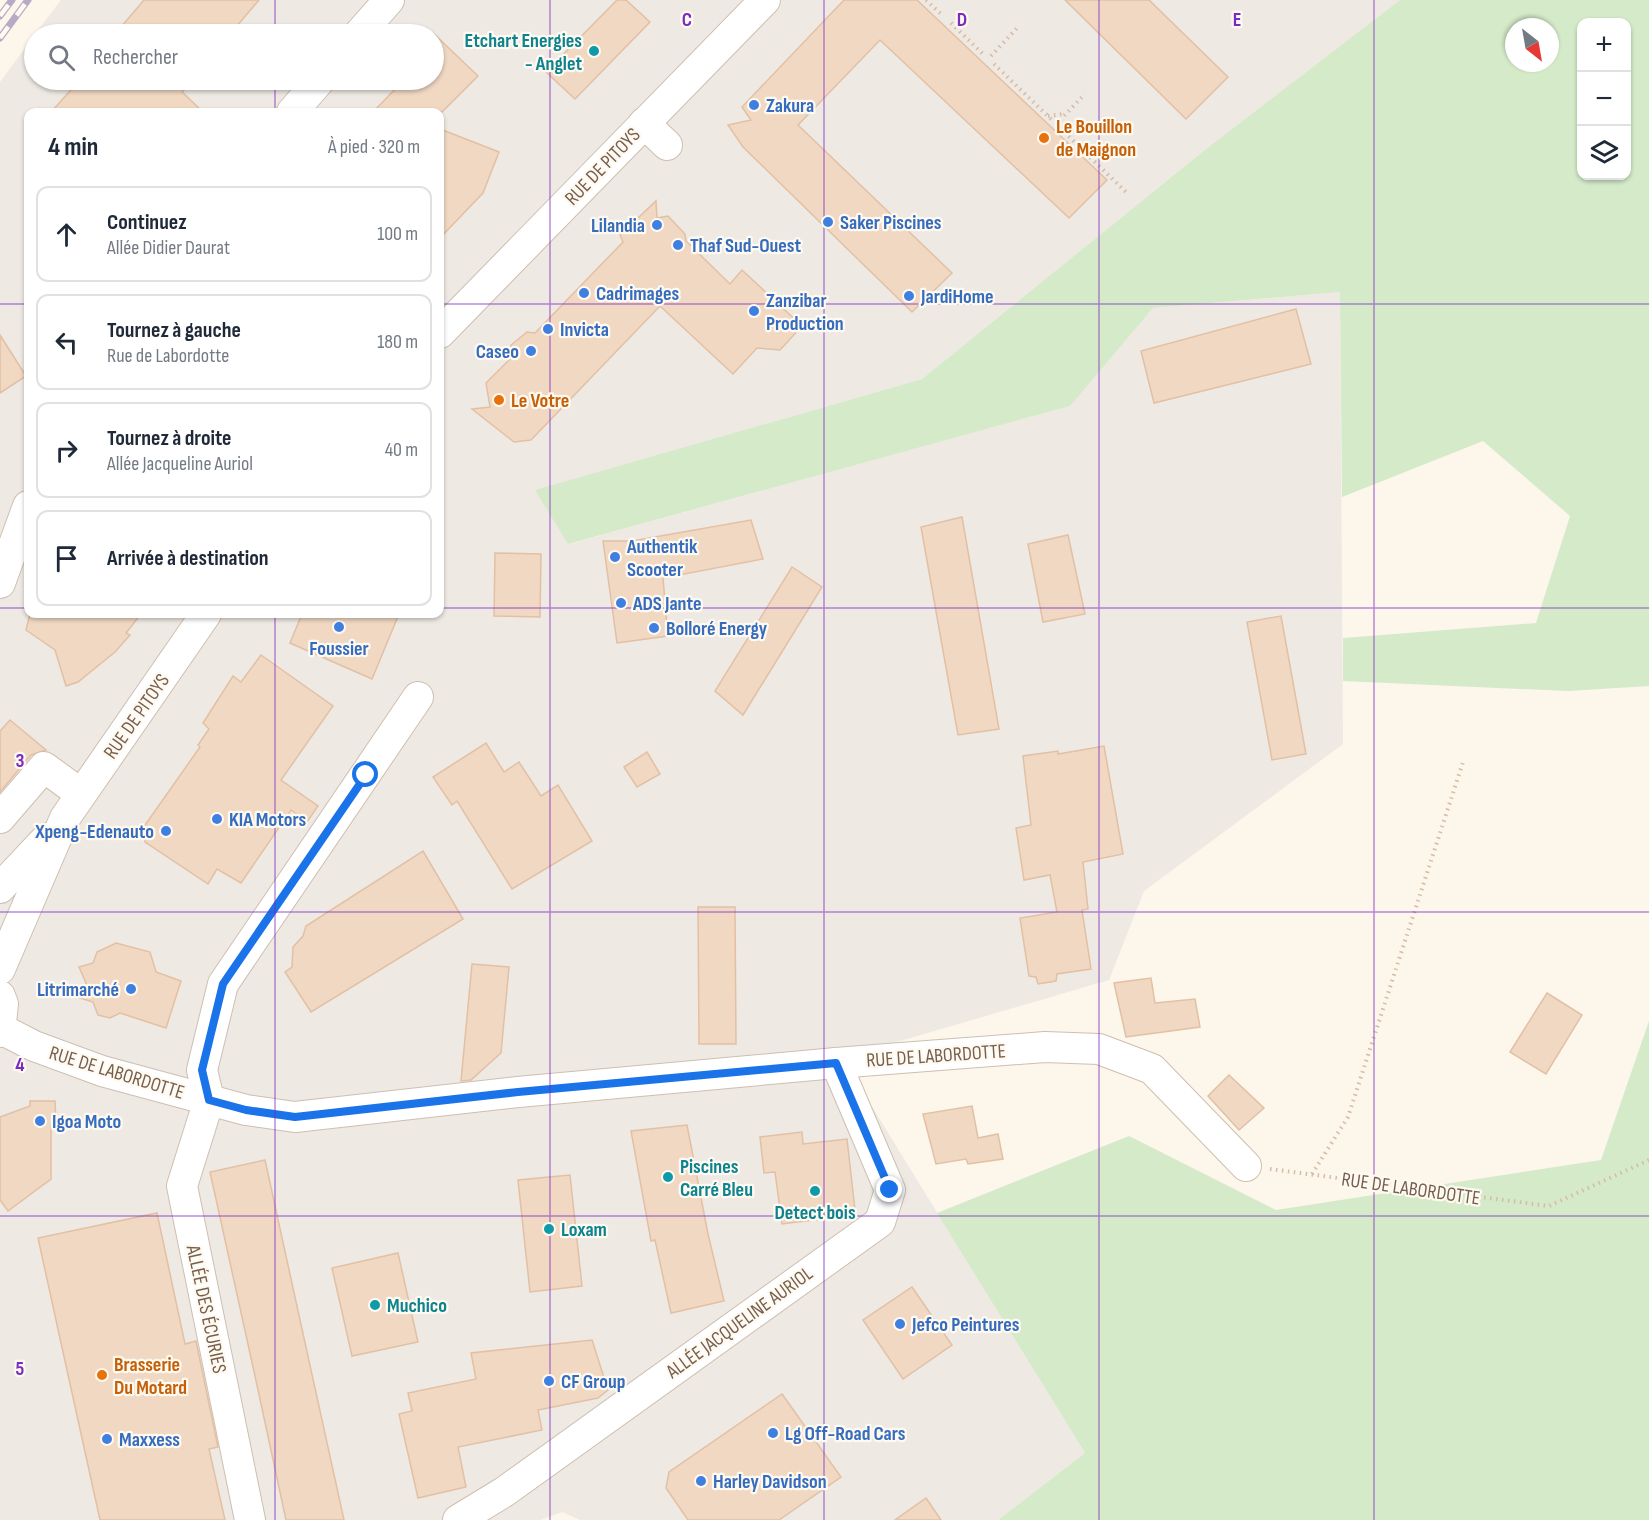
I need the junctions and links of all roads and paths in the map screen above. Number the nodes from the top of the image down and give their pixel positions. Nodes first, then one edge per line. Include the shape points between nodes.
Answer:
1 (389, 0) edge
2 (765, 0) edge
3 (926, 0) edge
4 (941, 14) dead end
5 (951, 23) dead end
6 (368, 24) edge
7 (1018, 27) dead end
8 (985, 56) dead end
9 (991, 56) dead end
10 (994, 64) dead end
11 (311, 90) edge
12 (1086, 94) dead end
13 (296, 108) edge
14 (1066, 114) junction
15 (1047, 116) junction
16 (1052, 120) dead end
17 (1060, 120) dead end
18 (644, 123) junction
19 (1060, 128) dead end
20 (667, 145) dead end
21 (1127, 193) dead end
22 (444, 329) edge
23 (24, 517) edge
24 (0, 583) edge
25 (203, 618) edge
26 (418, 697) dead end
27 (1463, 762) dead end
28 (73, 806) junction
29 (0, 818) edge
30 (0, 888) edge
31 (0, 969) edge
32 (0, 996) edge
33 (1, 1031) edge
34 (836, 1063) junction
35 (209, 1100) junction
36 (1649, 1160) edge
37 (1246, 1166) joint
38 (1312, 1174) junction
39 (250, 1520) edge
40 (458, 1520) edge

1 - 6 street
2 - 18 street, RUE DE PITOYS
3 - 4 path
5 - 8 path
7 - 9 path
10 - 15 path
11 - 13 street
12 - 14 path
14 - 15 path
14 - 17 path
15 - 16 path
18 - 20 street
18 - 22 street, RUE DE PITOYS
19 - 21 path
23 - 24 street
25 - 28 street, RUE DE PITOYS
26 - 35 street via 223,984 202,1070
27 - 38 path via 1348,1117
28 - 29 street via 44,767
28 - 30 street
28 - 31 street
32 - 33 street
33 - 35 street, RUE DE LABORDOTTE via 75,1062
34 - 35 street, RUE DE LABORDOTTE via 295,1117
34 - 37 street, RUE DE LABORDOTTE via 1045,1047 1099,1049 1152,1069
34 - 40 street, ALLÉE JACQUELINE AURIOL via 890,1190 880,1222 504,1492
35 - 39 street, ALLÉE DES ÉCURIES via 182,1186
36 - 38 path, RUE DE LABORDOTTE via 1549,1206
37 - 38 path, RUE DE LABORDOTTE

——

The answer must be a single number: how many lines in the listing above include the word "ALLÉE".

2